Compilation album by Various artists
- Released: February 23, 1999
- Genre: CCM, Gospel
- Label: Sparrow

Various artists chronology
| WOW Gospel 1998 (1998) | WOW Gospel 1999 (1999) | WOW Gospel 2000 (2000) |

= WOW Gospel 1999 =

WOW Gospel 1999 is a gospel music compilation album in the WOW series. Released February 23, 1999, it features
thirty-three songs on two CDs. It reached 94 on the Billboard 200 chart, and second place on the Top Gospel Albums chart in 1999.
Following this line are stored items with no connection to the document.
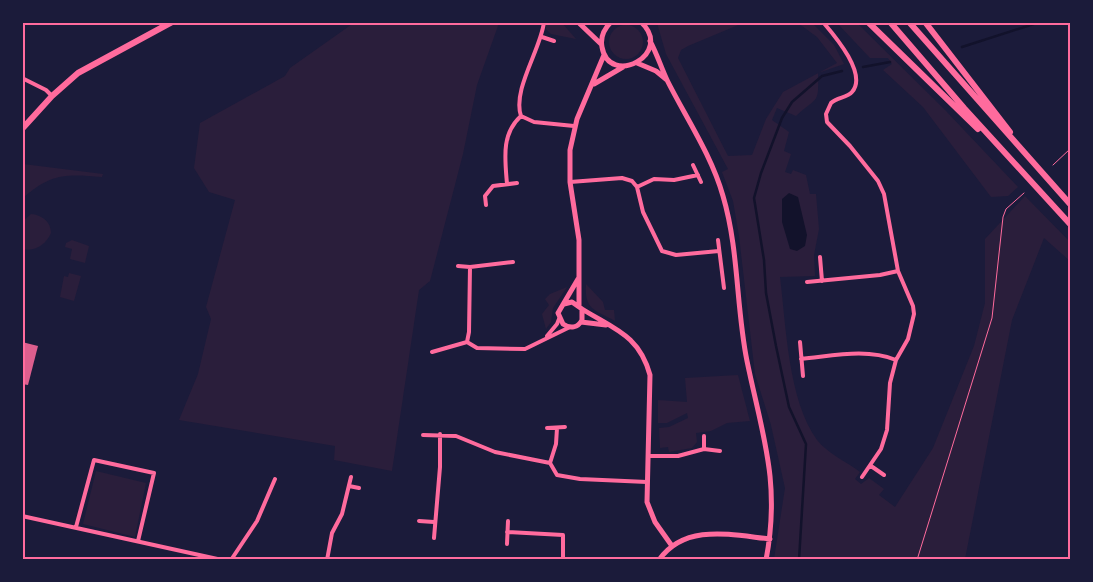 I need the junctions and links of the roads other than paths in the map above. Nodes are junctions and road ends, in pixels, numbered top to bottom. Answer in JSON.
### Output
{"nodes":[{"id":1,"x":172,"y":22,"type":"edge"},
{"id":2,"x":544,"y":22,"type":"edge"},
{"id":3,"x":578,"y":22,"type":"edge"},
{"id":4,"x":641,"y":22,"type":"edge"},
{"id":5,"x":823,"y":22,"type":"edge"},
{"id":6,"x":868,"y":22,"type":"edge"},
{"id":7,"x":890,"y":22,"type":"edge"},
{"id":8,"x":909,"y":22,"type":"edge"},
{"id":9,"x":925,"y":22,"type":"edge"},
{"id":10,"x":609,"y":23,"type":"edge"},
{"id":11,"x":646,"y":25,"type":"edge"},
{"id":12,"x":542,"y":36,"type":"junction"},
{"id":13,"x":554,"y":41,"type":"dead end"},
{"id":14,"x":650,"y":42,"type":"junction"},
{"id":15,"x":601,"y":44,"type":"junction"},
{"id":16,"x":604,"y":55,"type":"junction"},
{"id":17,"x":637,"y":63,"type":"junction"},
{"id":18,"x":624,"y":66,"type":"junction"},
{"id":19,"x":22,"y":78,"type":"edge"},
{"id":20,"x":668,"y":80,"type":"junction"},
{"id":21,"x":593,"y":85,"type":"junction"},
{"id":22,"x":52,"y":96,"type":"junction"},
{"id":23,"x":521,"y":116,"type":"junction"},
{"id":24,"x":574,"y":126,"type":"junction"},
{"id":25,"x":22,"y":129,"type":"edge"},
{"id":26,"x":1008,"y":158,"type":"junction"},
{"id":27,"x":1030,"y":160,"type":"junction"},
{"id":28,"x":693,"y":165,"type":"dead end"},
{"id":29,"x":698,"y":174,"type":"junction"},
{"id":30,"x":570,"y":182,"type":"junction"},
{"id":31,"x":701,"y":182,"type":"dead end"},
{"id":32,"x":516,"y":183,"type":"dead end"},
{"id":33,"x":507,"y":184,"type":"junction"},
{"id":34,"x":637,"y":188,"type":"junction"},
{"id":35,"x":1070,"y":204,"type":"edge"},
{"id":36,"x":486,"y":205,"type":"dead end"},
{"id":37,"x":1070,"y":224,"type":"edge"},
{"id":38,"x":718,"y":240,"type":"dead end"},
{"id":39,"x":718,"y":251,"type":"junction"},
{"id":40,"x":820,"y":257,"type":"dead end"},
{"id":41,"x":513,"y":262,"type":"dead end"},
{"id":42,"x":458,"y":266,"type":"dead end"},
{"id":43,"x":470,"y":267,"type":"junction"},
{"id":44,"x":898,"y":271,"type":"junction"},
{"id":45,"x":579,"y":276,"type":"junction"},
{"id":46,"x":822,"y":280,"type":"junction"},
{"id":47,"x":808,"y":282,"type":"dead end"},
{"id":48,"x":724,"y":288,"type":"dead end"},
{"id":49,"x":564,"y":304,"type":"junction"},
{"id":50,"x":581,"y":307,"type":"junction"},
{"id":51,"x":559,"y":319,"type":"junction"},
{"id":52,"x":581,"y":322,"type":"junction"},
{"id":53,"x":609,"y":326,"type":"junction"},
{"id":54,"x":570,"y":327,"type":"junction"},
{"id":55,"x":546,"y":338,"type":"junction"},
{"id":56,"x":467,"y":342,"type":"junction"},
{"id":57,"x":800,"y":342,"type":"dead end"},
{"id":58,"x":432,"y":352,"type":"dead end"},
{"id":59,"x":801,"y":359,"type":"junction"},
{"id":60,"x":896,"y":360,"type":"junction"},
{"id":61,"x":802,"y":376,"type":"dead end"},
{"id":62,"x":565,"y":427,"type":"dead end"},
{"id":63,"x":547,"y":428,"type":"dead end"},
{"id":64,"x":557,"y":428,"type":"junction"},
{"id":65,"x":440,"y":434,"type":"junction"},
{"id":66,"x":423,"y":435,"type":"dead end"},
{"id":67,"x":704,"y":436,"type":"dead end"},
{"id":68,"x":704,"y":448,"type":"junction"},
{"id":69,"x":720,"y":451,"type":"dead end"},
{"id":70,"x":649,"y":456,"type":"junction"},
{"id":71,"x":550,"y":463,"type":"junction"},
{"id":72,"x":871,"y":466,"type":"junction"},
{"id":73,"x":884,"y":475,"type":"dead end"},
{"id":74,"x":351,"y":477,"type":"dead end"},
{"id":75,"x":862,"y":477,"type":"dead end"},
{"id":76,"x":275,"y":478,"type":"dead end"},
{"id":77,"x":647,"y":482,"type":"junction"},
{"id":78,"x":349,"y":486,"type":"junction"},
{"id":79,"x":359,"y":488,"type":"dead end"},
{"id":80,"x":22,"y":516,"type":"edge"},
{"id":81,"x":419,"y":520,"type":"dead end"},
{"id":82,"x":508,"y":521,"type":"dead end"},
{"id":83,"x":434,"y":522,"type":"junction"},
{"id":84,"x":76,"y":527,"type":"junction"},
{"id":85,"x":507,"y":532,"type":"junction"},
{"id":86,"x":434,"y":538,"type":"dead end"},
{"id":87,"x":770,"y":539,"type":"junction"},
{"id":88,"x":138,"y":541,"type":"junction"},
{"id":89,"x":507,"y":544,"type":"dead end"},
{"id":90,"x":672,"y":546,"type":"junction"},
{"id":91,"x":222,"y":560,"type":"edge"},
{"id":92,"x":231,"y":560,"type":"edge"},
{"id":93,"x":327,"y":560,"type":"edge"},
{"id":94,"x":563,"y":560,"type":"edge"},
{"id":95,"x":659,"y":560,"type":"edge"},
{"id":96,"x":766,"y":560,"type":"edge"}],
"edges":[{"from":1,"to":22,"type":"main road"},
{"from":2,"to":12,"type":"street"},
{"from":3,"to":15,"type":"street"},
{"from":4,"to":11,"type":"street"},
{"from":5,"to":44,"type":"street"},
{"from":6,"to":26,"type":"main road"},
{"from":7,"to":26,"type":"main road"},
{"from":8,"to":27,"type":"main road"},
{"from":9,"to":27,"type":"main road"},
{"from":10,"to":15,"type":"street"},
{"from":11,"to":14,"type":"street"},
{"from":12,"to":13,"type":"street"},
{"from":12,"to":23,"type":"street"},
{"from":14,"to":17,"type":"street"},
{"from":14,"to":20,"type":"street"},
{"from":15,"to":16,"type":"street"},
{"from":16,"to":18,"type":"street"},
{"from":16,"to":21,"type":"street"},
{"from":17,"to":18,"type":"street"},
{"from":17,"to":20,"type":"street"},
{"from":18,"to":21,"type":"street"},
{"from":19,"to":22,"type":"street"},
{"from":20,"to":87,"type":"street"},
{"from":21,"to":24,"type":"street"},
{"from":22,"to":25,"type":"main road"},
{"from":23,"to":24,"type":"street"},
{"from":23,"to":33,"type":"street"},
{"from":24,"to":30,"type":"street"},
{"from":26,"to":37,"type":"main road"},
{"from":27,"to":35,"type":"main road"},
{"from":28,"to":29,"type":"street"},
{"from":29,"to":31,"type":"street"},
{"from":29,"to":34,"type":"street"},
{"from":30,"to":34,"type":"street"},
{"from":30,"to":45,"type":"street"},
{"from":32,"to":33,"type":"street"},
{"from":33,"to":36,"type":"street"},
{"from":34,"to":39,"type":"street"},
{"from":38,"to":39,"type":"street"},
{"from":39,"to":48,"type":"street"},
{"from":40,"to":46,"type":"street"},
{"from":41,"to":43,"type":"street"},
{"from":42,"to":43,"type":"street"},
{"from":43,"to":56,"type":"street"},
{"from":44,"to":46,"type":"street"},
{"from":44,"to":60,"type":"street"},
{"from":45,"to":49,"type":"street"},
{"from":45,"to":50,"type":"street"},
{"from":46,"to":47,"type":"street"},
{"from":49,"to":50,"type":"street"},
{"from":49,"to":51,"type":"street"},
{"from":50,"to":52,"type":"street"},
{"from":50,"to":53,"type":"street"},
{"from":51,"to":54,"type":"street"},
{"from":51,"to":55,"type":"street"},
{"from":52,"to":53,"type":"street"},
{"from":52,"to":54,"type":"street"},
{"from":53,"to":70,"type":"street"},
{"from":54,"to":55,"type":"street"},
{"from":55,"to":56,"type":"street"},
{"from":56,"to":58,"type":"street"},
{"from":57,"to":59,"type":"street"},
{"from":59,"to":60,"type":"street"},
{"from":59,"to":61,"type":"street"},
{"from":60,"to":72,"type":"street"},
{"from":62,"to":64,"type":"street"},
{"from":63,"to":64,"type":"street"},
{"from":64,"to":71,"type":"street"},
{"from":65,"to":66,"type":"street"},
{"from":65,"to":71,"type":"street"},
{"from":65,"to":83,"type":"street"},
{"from":67,"to":68,"type":"street"},
{"from":68,"to":69,"type":"street"},
{"from":68,"to":70,"type":"street"},
{"from":70,"to":77,"type":"street"},
{"from":71,"to":77,"type":"street"},
{"from":72,"to":73,"type":"street"},
{"from":72,"to":75,"type":"street"},
{"from":74,"to":78,"type":"street"},
{"from":76,"to":92,"type":"street"},
{"from":77,"to":90,"type":"street"},
{"from":78,"to":79,"type":"street"},
{"from":78,"to":93,"type":"street"},
{"from":80,"to":84,"type":"street"},
{"from":81,"to":83,"type":"street"},
{"from":82,"to":85,"type":"street"},
{"from":83,"to":86,"type":"street"},
{"from":84,"to":88,"type":"street"},
{"from":84,"to":88,"type":"street"},
{"from":85,"to":89,"type":"street"},
{"from":85,"to":94,"type":"street"},
{"from":87,"to":90,"type":"street"},
{"from":87,"to":96,"type":"street"},
{"from":88,"to":91,"type":"street"},
{"from":90,"to":95,"type":"street"}]}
In 2003 the album was certified as platinum in the US by the Recording Industry Association of America (RIAA).

Professional ratings
Review scores
| Source | Rating |
| Allmusic | Star Half star |

== Track listing ==

=== Disc 1 ===

1. Strength – The New Life Community Choir/John P. Kee - 4:52
2. Let The Praise Begin (live) – Fred Hammond & Radical For Christ - 4:41
3. Well, Alright – CeCe Winans - 4:16
4. Long As I Got King Jesus (Don't Need Nobody Else) (remix) – Vickie Winans - 4:24
5. Balm in Gilead – Karen Clark-Sheard - 5:04
6. Hold On (Change Is Comin') – Sounds of Blackness - 4:03
7. In Harm's Way – BeBe Winans - 5:20
8. Angels Watching Over Me – Virtue - 4:32
9. Only Believe – Yolanda Adams - 4:07
10. I Will Bless The Lord – Pastor Hezekiah Walker & The LFT Church Choir - 3:33
11. Under The Influence – Anointed - 4:05
12. Need To Know – Dawkins & Dawkins - 4:10
13. Give It Up – O'landa Draper and The Associates - 3:16
14. I Will Love You – Oleta Adams - 5:27
15. I Believe – Angie & Debbie Winans - 4:42
16. Worship Christ – New Direction - 4:01
17. You're The One – Darwin Hobbs - 3:38

===Disc 2===

1. Jesus I Won't Forget - Rev. Milton Brunson & The Thompson Community Singers - 3:44
2. Just A Little Talk With Jesus – Donnie McClurkin - 4:00
3. I'm Too Close – The Williams Brothers/Stevie Wonder - 3:39
4. Clean Up – The Canton Spirituals - 3:04
5. So Good – The Colorado Mass Choir/Joe Pace - 4:37
6. For Every Mountain – Kurt Carr Singers - 5:23
7. The Vision – Patrick Love/The A.L Jinwright Mass Choir - 4:29
8. When Will We Sing The Same Song? – Victory in Praise Music And Arts Seminar Mass Choir - 5:05
9. Don't Give Up on Jesus – Daryl Coley/Vanessa Bell Armstrong/The Whitfield Company - 6:23
10. You're Next in Line for a Miracle – Shirley Caesar - 6:06
11. Testify – Dottie Peoples - 4:37
12. Stand Up on Your Feet – Lamar Campbell/Spirit of Praise - 4:05
13. If It Had Not Been for the Lord on My Side – Helen Baylor - 2:27
14. What A Friend – Bobby Jones & New Life/The Nashville Super Choir - 5:59
15. Just As Soon (I'll Be Shouting) – Beverly Crawford - 4:15
16. Follow Me – Maurette Brown Clark - 6:06

== Certifications ==

| Region | Certification | Certified units/sales |
| United States (RIAA) | Platinum | 1,000,000^{^} |
^{^} Shipments figures based on certification alone.